小浜市の若狭高校の小型実習船「雲龍丸」の完工式が2021年二十五日、小浜漁港であった。一九一九(大正八)年にできた旧小浜水産高の初代「雲龍丸」から数えて七代目に当たる。二十七日に予定する海洋科学科の実習で本格的に運用された。

この様に雲龍という名は海に関係したものにつけられることが多い。


植物の名前にも雲龍と名のつくものが沢山ある。この場合は枝ぶりが龍の様にくねくねとした形で龍を思わせるから雲龍という名前がくっついたのである。代表的な物には、「雲龍柳」「雲竜ツゲ」があるが、この他にも、「雲龍山桑」「雲龍カラタチ」「雲龍大島桜」「雲龍椿」「雲龍梅」「雲龍ハシバミ」「雲龍つつじ」「雲龍茶」「雲龍杜松」「雲龍ボケ」などがある。

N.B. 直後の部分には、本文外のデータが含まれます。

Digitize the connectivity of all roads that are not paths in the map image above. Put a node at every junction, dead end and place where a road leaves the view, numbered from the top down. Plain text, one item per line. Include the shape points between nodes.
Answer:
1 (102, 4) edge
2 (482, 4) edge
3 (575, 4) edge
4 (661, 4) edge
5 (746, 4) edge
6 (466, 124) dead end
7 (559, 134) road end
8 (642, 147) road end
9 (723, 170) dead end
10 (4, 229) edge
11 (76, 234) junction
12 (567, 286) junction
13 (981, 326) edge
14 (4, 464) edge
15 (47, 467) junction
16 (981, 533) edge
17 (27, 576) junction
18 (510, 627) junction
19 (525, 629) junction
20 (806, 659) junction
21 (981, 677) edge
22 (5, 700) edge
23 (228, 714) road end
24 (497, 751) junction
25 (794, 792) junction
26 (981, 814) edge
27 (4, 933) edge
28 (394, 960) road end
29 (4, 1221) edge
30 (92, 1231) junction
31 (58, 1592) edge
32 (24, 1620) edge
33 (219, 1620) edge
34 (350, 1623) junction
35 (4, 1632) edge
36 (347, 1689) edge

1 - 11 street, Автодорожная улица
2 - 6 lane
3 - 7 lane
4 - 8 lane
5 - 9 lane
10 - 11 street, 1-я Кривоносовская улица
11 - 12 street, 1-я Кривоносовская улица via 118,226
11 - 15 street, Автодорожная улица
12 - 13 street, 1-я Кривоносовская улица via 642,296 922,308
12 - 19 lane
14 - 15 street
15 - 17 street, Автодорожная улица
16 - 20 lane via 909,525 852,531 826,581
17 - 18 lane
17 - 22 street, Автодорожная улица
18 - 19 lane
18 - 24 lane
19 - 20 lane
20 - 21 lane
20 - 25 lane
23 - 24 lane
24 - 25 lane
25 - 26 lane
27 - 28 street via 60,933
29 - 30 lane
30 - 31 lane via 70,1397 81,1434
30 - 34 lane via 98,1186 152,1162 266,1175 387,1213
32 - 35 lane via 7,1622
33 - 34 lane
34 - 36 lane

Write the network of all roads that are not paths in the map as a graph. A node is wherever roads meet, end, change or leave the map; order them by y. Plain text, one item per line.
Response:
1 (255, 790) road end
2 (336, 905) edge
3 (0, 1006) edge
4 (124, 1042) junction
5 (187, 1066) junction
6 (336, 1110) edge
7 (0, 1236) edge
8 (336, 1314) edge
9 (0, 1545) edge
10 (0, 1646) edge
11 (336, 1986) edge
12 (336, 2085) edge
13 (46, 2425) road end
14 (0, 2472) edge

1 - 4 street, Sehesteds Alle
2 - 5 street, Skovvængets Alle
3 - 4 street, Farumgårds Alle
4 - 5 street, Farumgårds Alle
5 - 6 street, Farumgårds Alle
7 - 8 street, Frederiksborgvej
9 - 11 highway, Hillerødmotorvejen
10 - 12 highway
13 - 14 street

第10代横綱で雲龍 久吉という力士が幕末にいた。雲龍は1823年 – 1890年6月15日)は、筑後国山門郡大和村(現:福岡県柳川市)出身で追手風部屋。
現役を引退して年寄・追手風を襲名し、相撲会所の筆頭(ふでがしら、現在の相撲協会理事長)を務め、明治維新後の大相撲復興に手腕を発揮した。1891年6月15日に死去、67歳没。

また、横綱土俵入りのうち、「不知火型」を考案した人物とされている。


泉涌寺の山内の一番奥、別院の雲龍院。
南北朝時代の北朝第四代天皇、後光厳天皇の勅願で作られたお寺で、
真言宗泉涌寺派の別格本山とされている。
御本尊は本堂龍華殿に安置されている薬師三尊像で、
西国薬師霊場四十番札所でもある。

この様に、雲龍という名前は、縁起の良い名前と考えられて来た。